**Saved data entries**
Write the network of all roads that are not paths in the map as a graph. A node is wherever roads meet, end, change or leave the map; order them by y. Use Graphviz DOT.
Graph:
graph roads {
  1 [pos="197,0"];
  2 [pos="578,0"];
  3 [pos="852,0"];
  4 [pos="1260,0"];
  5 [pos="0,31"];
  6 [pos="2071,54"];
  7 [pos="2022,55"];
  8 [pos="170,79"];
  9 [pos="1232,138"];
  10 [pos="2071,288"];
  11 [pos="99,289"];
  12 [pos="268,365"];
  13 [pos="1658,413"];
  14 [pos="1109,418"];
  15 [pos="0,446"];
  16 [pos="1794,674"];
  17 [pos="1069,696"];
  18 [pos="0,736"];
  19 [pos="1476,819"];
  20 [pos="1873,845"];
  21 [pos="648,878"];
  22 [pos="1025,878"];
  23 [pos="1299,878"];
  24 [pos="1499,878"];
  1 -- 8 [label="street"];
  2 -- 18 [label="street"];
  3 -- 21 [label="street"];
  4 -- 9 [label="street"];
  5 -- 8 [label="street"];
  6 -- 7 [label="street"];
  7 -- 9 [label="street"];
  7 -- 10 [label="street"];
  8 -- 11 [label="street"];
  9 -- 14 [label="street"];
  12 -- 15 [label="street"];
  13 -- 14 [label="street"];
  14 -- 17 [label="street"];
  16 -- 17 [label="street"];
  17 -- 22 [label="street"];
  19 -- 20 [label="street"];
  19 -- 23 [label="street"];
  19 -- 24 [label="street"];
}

**Problem statement**
Look at the records above. Copy every line where the string "roads" occurs.

**Exercise solution**
Write the network of all roads that are not paths in the map as a graph. A node is wherever roads meet, end, change or leave the map; order them by y. Use Graphviz DOT.
graph roads {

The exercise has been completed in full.